Files
nexusAI/docs/homelab/overview.md
2026-04-05 01:37:01 -07:00

254 lines
8.6 KiB
Markdown

# 🏠 Homelab Documentation
> **Status:** Phase 1 Complete → Phase 2 In Progress
> **Last Updated:** April 2026
---
## Table of Contents
1. [Overview](#overview)
2. [Hardware](#hardware)
3. [Network & Access](#network--access)
4. [Infrastructure Node — Mini PC 2](#infrastructure-node--mini-pc-2)
5. [Media Node — Mini PC 1](#media-node--mini-pc-1)
6. [Main PC](#main-pc)
7. [Storage Layout](#storage-layout)
8. [Reverse Proxy — Caddy](#reverse-proxy--caddy)

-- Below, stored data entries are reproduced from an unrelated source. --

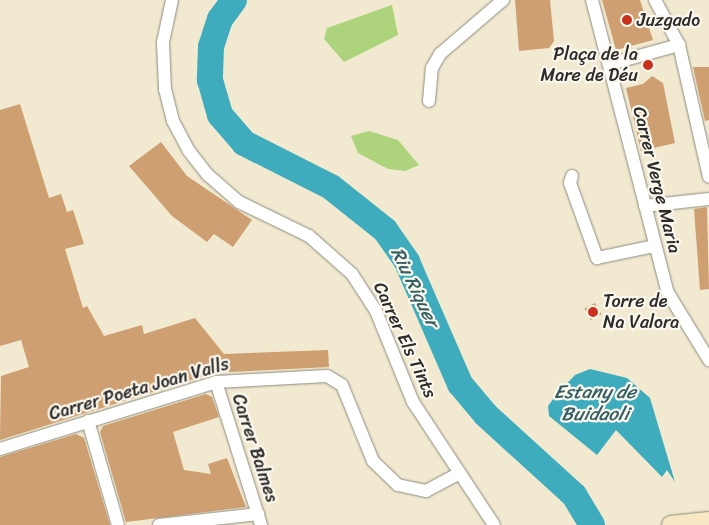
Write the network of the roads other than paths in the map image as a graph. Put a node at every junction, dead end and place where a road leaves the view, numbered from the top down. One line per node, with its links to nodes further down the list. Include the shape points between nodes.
1 (172, 0): 17 (street, Carrer Els Tints, via 163,42 165,88 173,121 188,151 208,175 239,202 309,236 352,274 376,311 413,402)
2 (503, 0): 7 (street, via 440,54 432,68)
3 (592, 0): 6 (street, Carrer Verge Maria)
4 (655, 0): 5 (street)
5 (679, 45): 6 (street); 9 (street)
6 (610, 64): 11 (street, Carrer Verge Maria)
7 (429, 101)
8 (572, 176): 12 (street, via 570,183 597,258)
9 (709, 177)
10 (709, 198): 11 (street)
11 (645, 206): 12 (street, Carrer Verge Maria)
12 (654, 246): 13 (street, Carrer Verge Maria, via 668,293)
13 (709, 360)
14 (216, 382): 15 (street, Carrer Poeta Joan Valls); 17 (street, Carrer Poeta Joan Valls, via 333,377 344,388 369,454 398,485 426,491); 18 (street, Carrer Balmes)
15 (88, 421): 16 (street, Carrer Poeta Joan Valls); 20 (street)
16 (0, 449)
17 (460, 473): 22 (street, Carrer Els Tints)
18 (260, 519): 21 (street)
19 (709, 521): 23 (main road)
20 (118, 525)
21 (159, 525)
22 (494, 525)
23 (671, 525)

9. [Phase 1 Summary](#phase-1-summary)
10. [Phase 2 Roadmap](#phase-2-roadmap)
---
## Overview
This homelab is a self-hosted, multi-node setup running across three machines on a local network. It is designed around modularity and separation of concerns:
- **Mini PC 2** acts as the infrastructure manager — handling networking, authentication, monitoring, DNS, and git hosting.
- **Mini PC 1** acts as the media and services workhorse — running the arr stack, Jellyfin, Nextcloud, NexusAI dependencies, and download management.
- **Main PC** is the primary inference node, housing the RTX A4000 GPU for AI workloads.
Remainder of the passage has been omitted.